Detecting shopping groups is gaining popularity as it enables various applications ranging from marketing to advertising. Existing methods exploit WiFi probe requests to detect shopping groups by identifying co-located customers. However, the probe request is prone to suffer from device heterogeneity which might pose a severe data sparseness problem. More importantly, we find that a certain amount of shopping groups would separate sometimes which makes traditional methods unreliable. In this paper, we propose a shopping group detection system using WiFi (SNOW). Instead of collecting probe requests, SNOW utilizes the WiFi data from smartphones associated with the deployed access points (APs). We could thus obtain data from different devices and even ensure a data granularity of seconds using Arping. Besides, we exploit an effective heuristic extracted from two observations of shopping group dynamics to improve the detection performance. First, the probability of group separation differs in diverse areas. Second, the proportion of group participation and individual engagement differs in different activities of the mall.

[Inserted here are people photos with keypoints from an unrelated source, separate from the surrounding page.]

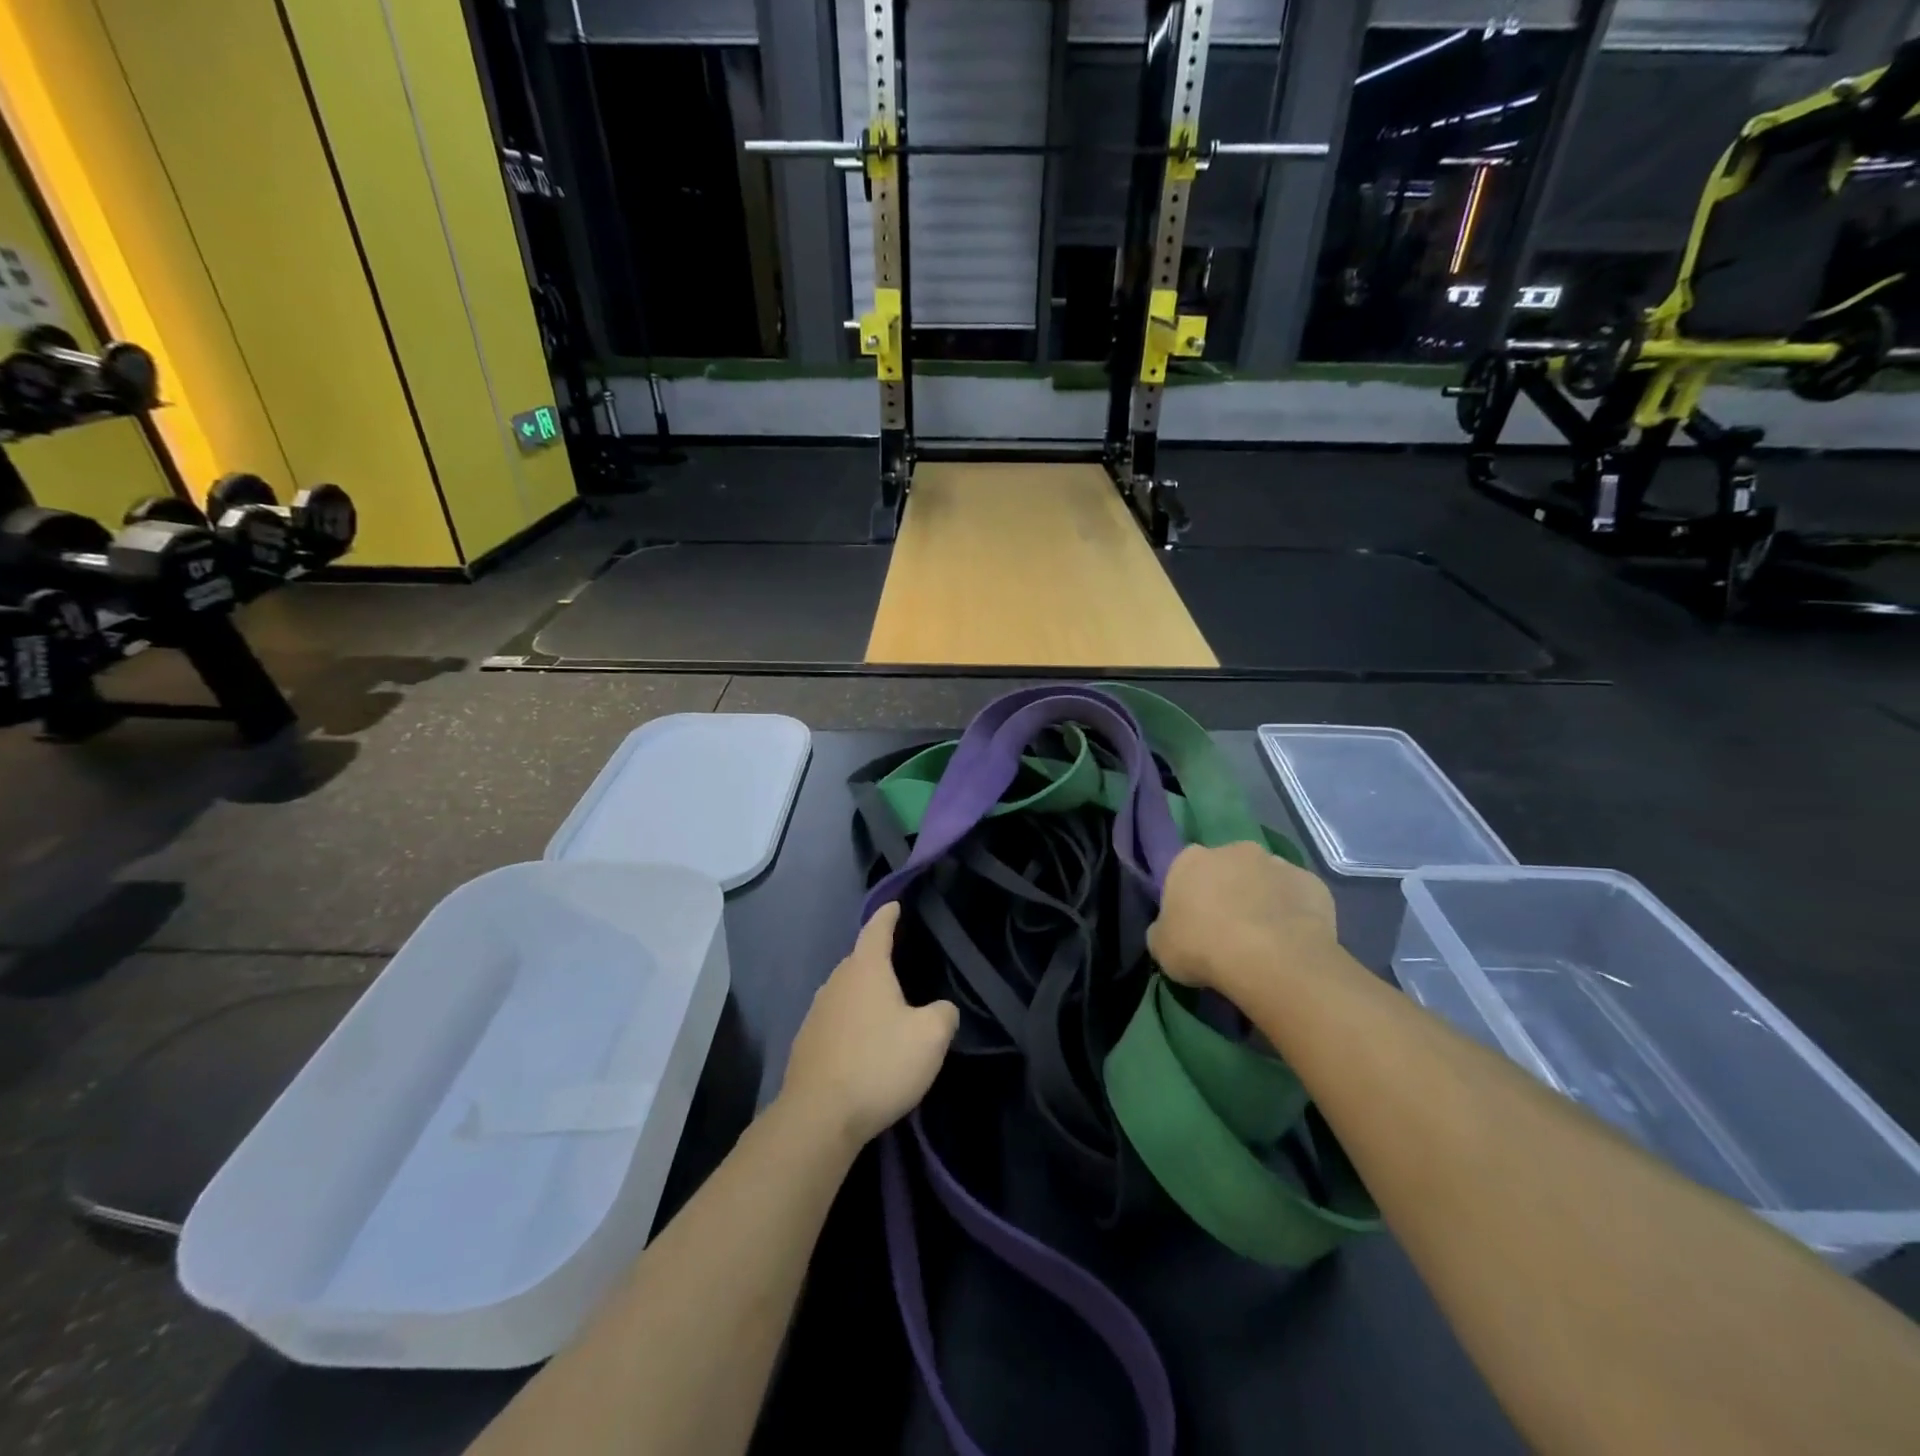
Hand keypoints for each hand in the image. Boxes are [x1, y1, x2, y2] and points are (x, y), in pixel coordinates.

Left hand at [780, 902, 957, 1148]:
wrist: (818, 1117)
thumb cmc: (879, 1064)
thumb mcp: (931, 1038)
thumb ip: (944, 1014)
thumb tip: (941, 1009)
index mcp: (866, 969)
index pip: (877, 929)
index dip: (889, 915)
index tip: (895, 905)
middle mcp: (836, 982)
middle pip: (859, 960)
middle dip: (878, 960)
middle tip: (902, 966)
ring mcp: (816, 1013)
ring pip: (846, 992)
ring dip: (864, 996)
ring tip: (886, 1009)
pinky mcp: (806, 1044)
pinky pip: (835, 1021)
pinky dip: (851, 1024)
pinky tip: (864, 1045)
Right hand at [1149, 842, 1340, 995]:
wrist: (1271, 960)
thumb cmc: (1203, 948)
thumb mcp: (1161, 948)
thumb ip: (1162, 931)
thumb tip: (1169, 930)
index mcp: (1190, 860)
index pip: (1185, 870)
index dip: (1190, 896)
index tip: (1194, 923)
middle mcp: (1234, 850)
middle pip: (1228, 868)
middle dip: (1229, 890)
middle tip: (1229, 929)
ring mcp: (1277, 863)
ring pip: (1266, 879)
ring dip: (1263, 899)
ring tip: (1265, 938)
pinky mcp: (1313, 883)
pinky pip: (1299, 897)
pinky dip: (1295, 913)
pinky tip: (1293, 941)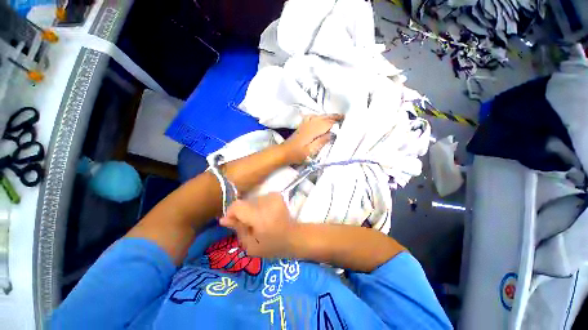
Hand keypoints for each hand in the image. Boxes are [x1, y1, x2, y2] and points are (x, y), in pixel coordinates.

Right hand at [219, 193, 295, 257]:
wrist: (294, 236)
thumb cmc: (273, 246)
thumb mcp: (251, 245)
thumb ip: (238, 229)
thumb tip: (223, 219)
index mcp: (260, 217)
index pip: (237, 206)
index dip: (231, 213)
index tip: (232, 223)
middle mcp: (267, 202)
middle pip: (245, 203)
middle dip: (242, 213)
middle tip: (247, 225)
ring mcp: (274, 197)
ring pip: (252, 200)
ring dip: (251, 210)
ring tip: (258, 221)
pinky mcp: (277, 195)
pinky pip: (260, 198)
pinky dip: (259, 206)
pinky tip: (265, 215)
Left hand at [282, 114, 342, 163]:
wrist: (284, 152)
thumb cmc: (297, 154)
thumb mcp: (311, 151)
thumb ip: (321, 141)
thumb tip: (332, 134)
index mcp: (313, 130)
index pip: (328, 123)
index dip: (337, 122)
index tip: (346, 121)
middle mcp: (310, 124)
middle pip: (324, 118)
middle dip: (334, 117)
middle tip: (344, 117)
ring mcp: (305, 124)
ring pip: (319, 116)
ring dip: (328, 116)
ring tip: (336, 117)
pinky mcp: (302, 126)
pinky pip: (311, 117)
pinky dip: (318, 116)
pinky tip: (320, 117)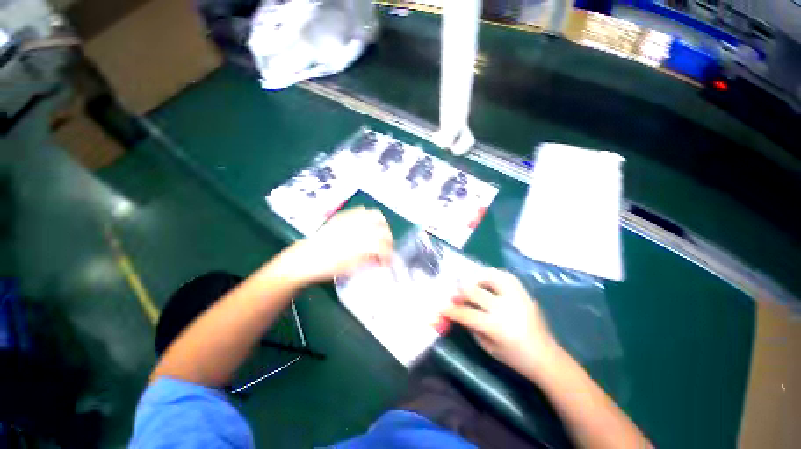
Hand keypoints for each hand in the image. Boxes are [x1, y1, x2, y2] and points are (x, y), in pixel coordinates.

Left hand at [272, 207, 393, 285]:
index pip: (383, 246)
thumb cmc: (326, 267)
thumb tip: (381, 259)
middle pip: (383, 229)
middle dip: (389, 239)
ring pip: (376, 216)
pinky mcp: (344, 216)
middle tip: (386, 248)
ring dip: (382, 225)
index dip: (389, 254)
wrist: (304, 258)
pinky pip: (362, 211)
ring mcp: (351, 219)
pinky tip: (368, 225)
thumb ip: (369, 262)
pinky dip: (370, 216)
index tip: (388, 261)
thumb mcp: (350, 269)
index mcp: (360, 244)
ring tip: (380, 234)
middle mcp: (358, 228)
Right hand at [443, 268, 558, 377]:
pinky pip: (506, 276)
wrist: (545, 356)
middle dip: (459, 293)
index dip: (450, 310)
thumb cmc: (514, 357)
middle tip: (454, 296)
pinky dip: (494, 275)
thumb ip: (470, 326)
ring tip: (471, 284)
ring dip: (476, 279)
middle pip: (474, 292)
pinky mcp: (524, 293)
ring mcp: (516, 297)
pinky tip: (487, 280)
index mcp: (497, 327)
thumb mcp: (487, 346)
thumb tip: (456, 310)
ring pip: (491, 277)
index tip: (441, 307)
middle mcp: (506, 308)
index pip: (466, 313)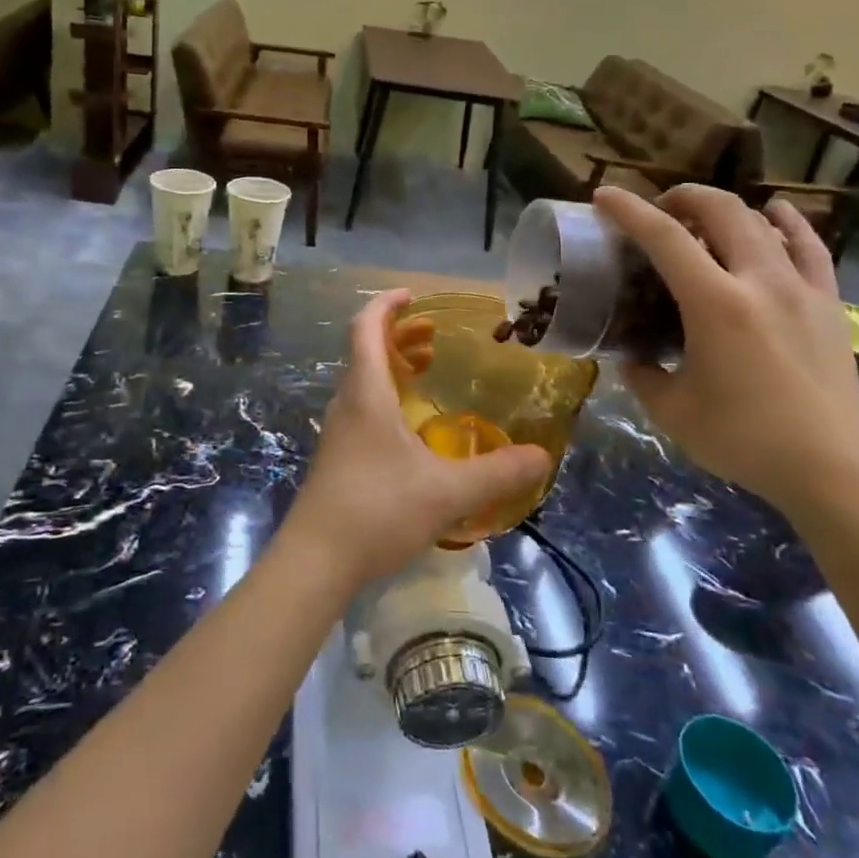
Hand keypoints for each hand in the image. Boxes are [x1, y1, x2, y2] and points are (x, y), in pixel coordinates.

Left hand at [281, 289, 550, 586]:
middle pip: (365, 351)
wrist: (315, 561)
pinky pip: (362, 407)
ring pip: (363, 381)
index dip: (386, 305)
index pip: (365, 327)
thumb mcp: (447, 492)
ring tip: (427, 372)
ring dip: (392, 366)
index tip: (412, 296)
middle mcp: (347, 403)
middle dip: (398, 335)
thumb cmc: (377, 510)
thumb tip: (542, 456)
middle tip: (434, 337)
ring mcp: (338, 431)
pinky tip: (412, 427)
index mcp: (366, 393)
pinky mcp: (337, 456)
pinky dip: (387, 397)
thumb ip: (497, 473)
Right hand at [594, 184, 858, 519]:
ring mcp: (801, 287)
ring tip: (704, 219)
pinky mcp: (828, 302)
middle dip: (683, 197)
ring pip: (762, 221)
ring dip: (726, 208)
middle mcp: (759, 281)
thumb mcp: (672, 411)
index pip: (665, 238)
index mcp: (715, 304)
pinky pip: (810, 245)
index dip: (629, 210)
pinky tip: (775, 213)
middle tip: (659, 210)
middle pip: (721, 210)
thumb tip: (631, 356)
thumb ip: (642, 375)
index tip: (604, 196)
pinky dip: (787, 222)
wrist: (832, 467)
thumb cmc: (744, 439)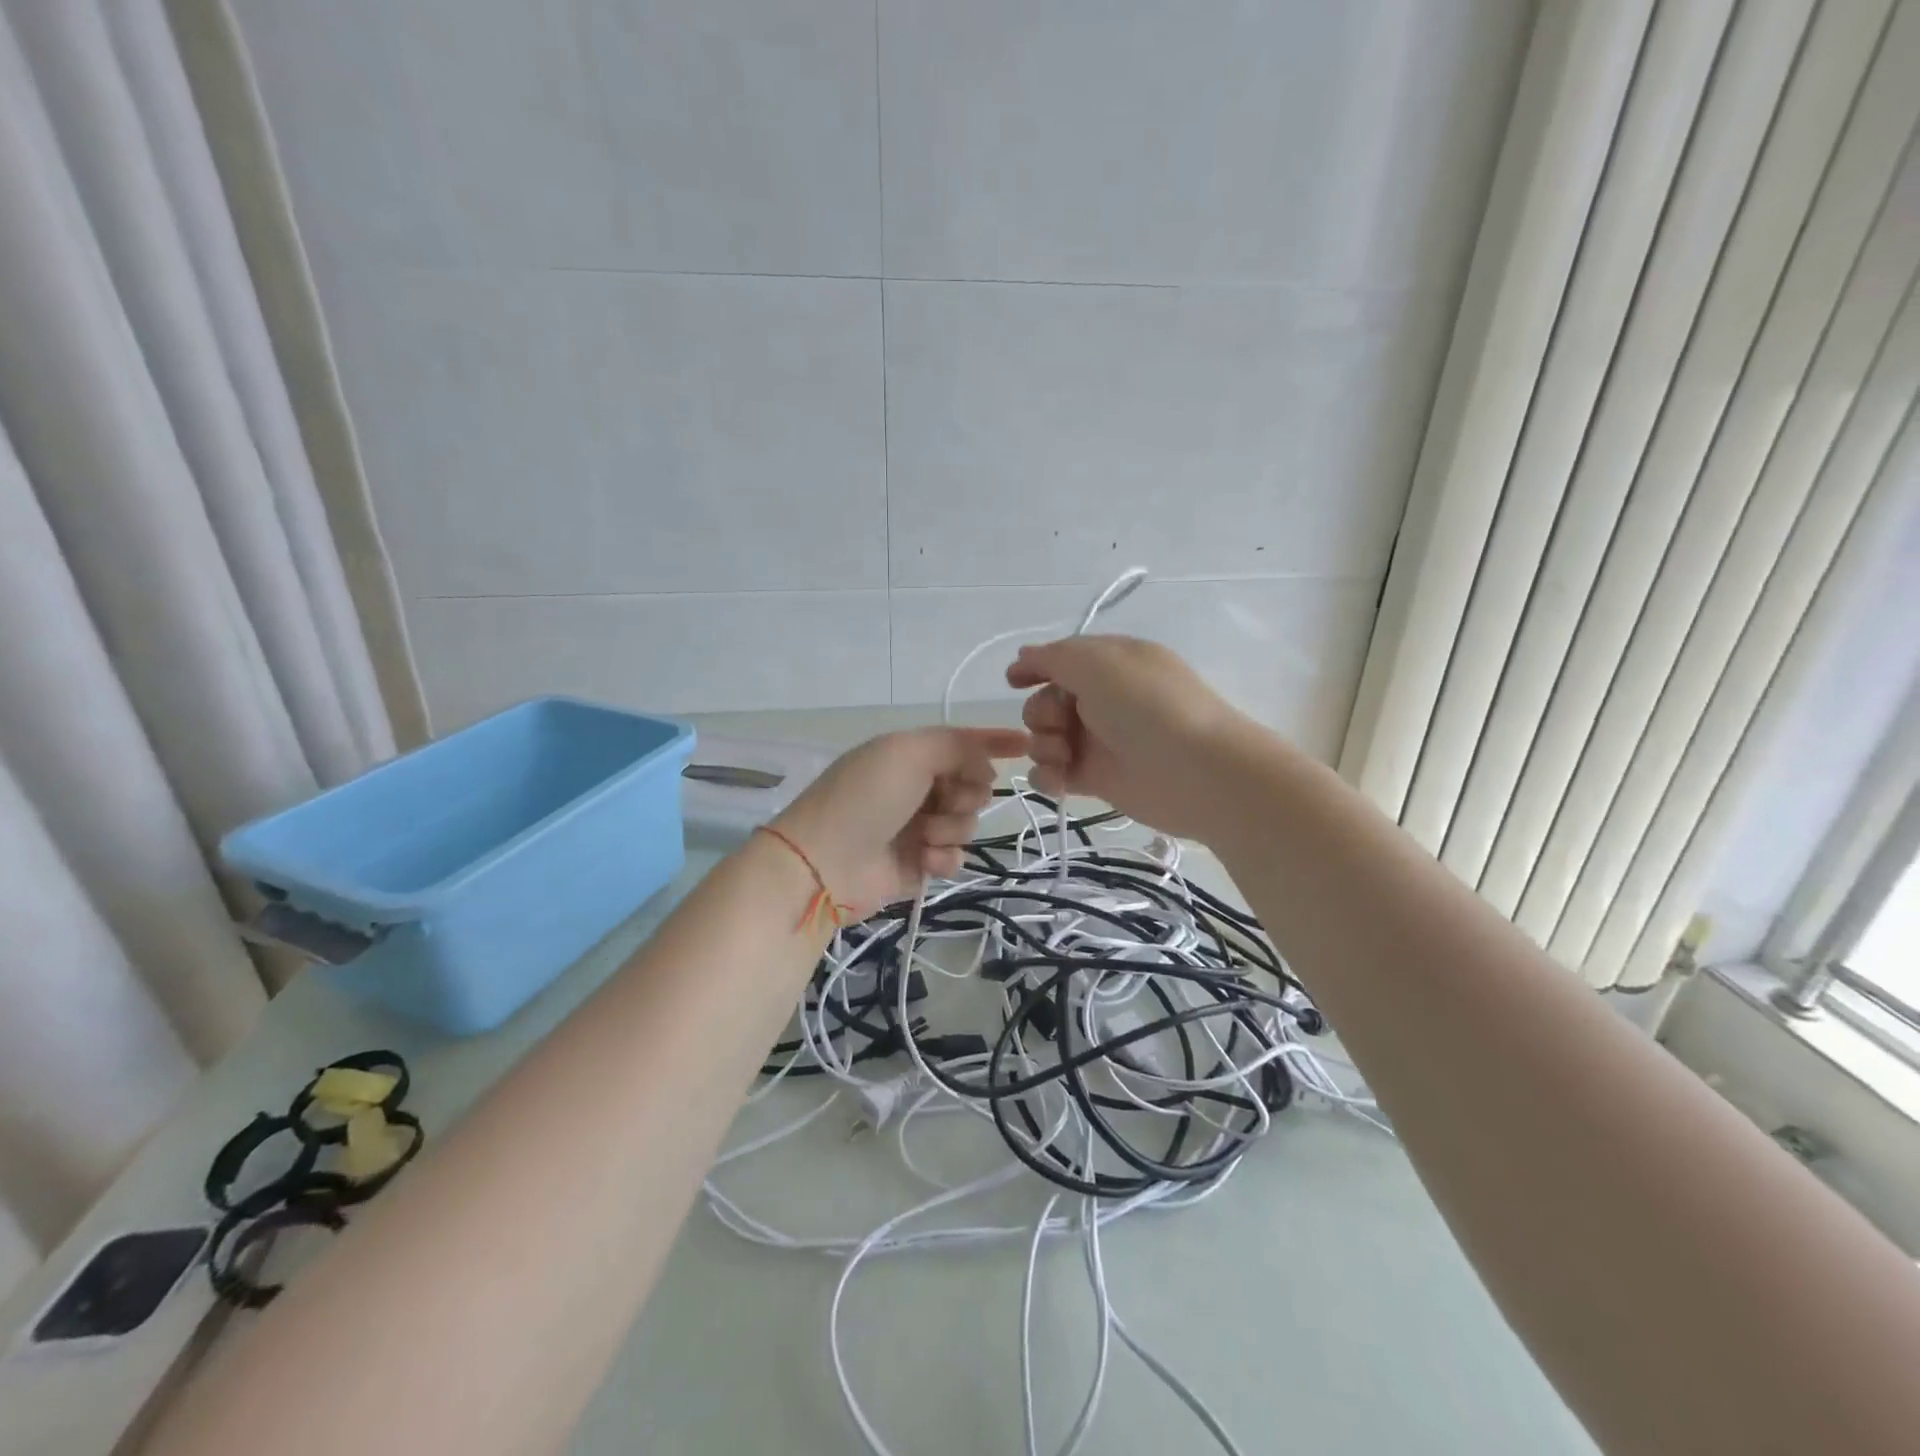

Therefore, APs under which shopping groups appear more frequently and barely separate should contribute more in measuring customer similarity. Lastly, we represent the measured similarity into a matrix format and apply matrix factorization with a sparsity constraint to derive grouping results directly. According to our experiments in a large shopping mall, SNOW improves the detection performance of baseline approaches by 13.2% on average.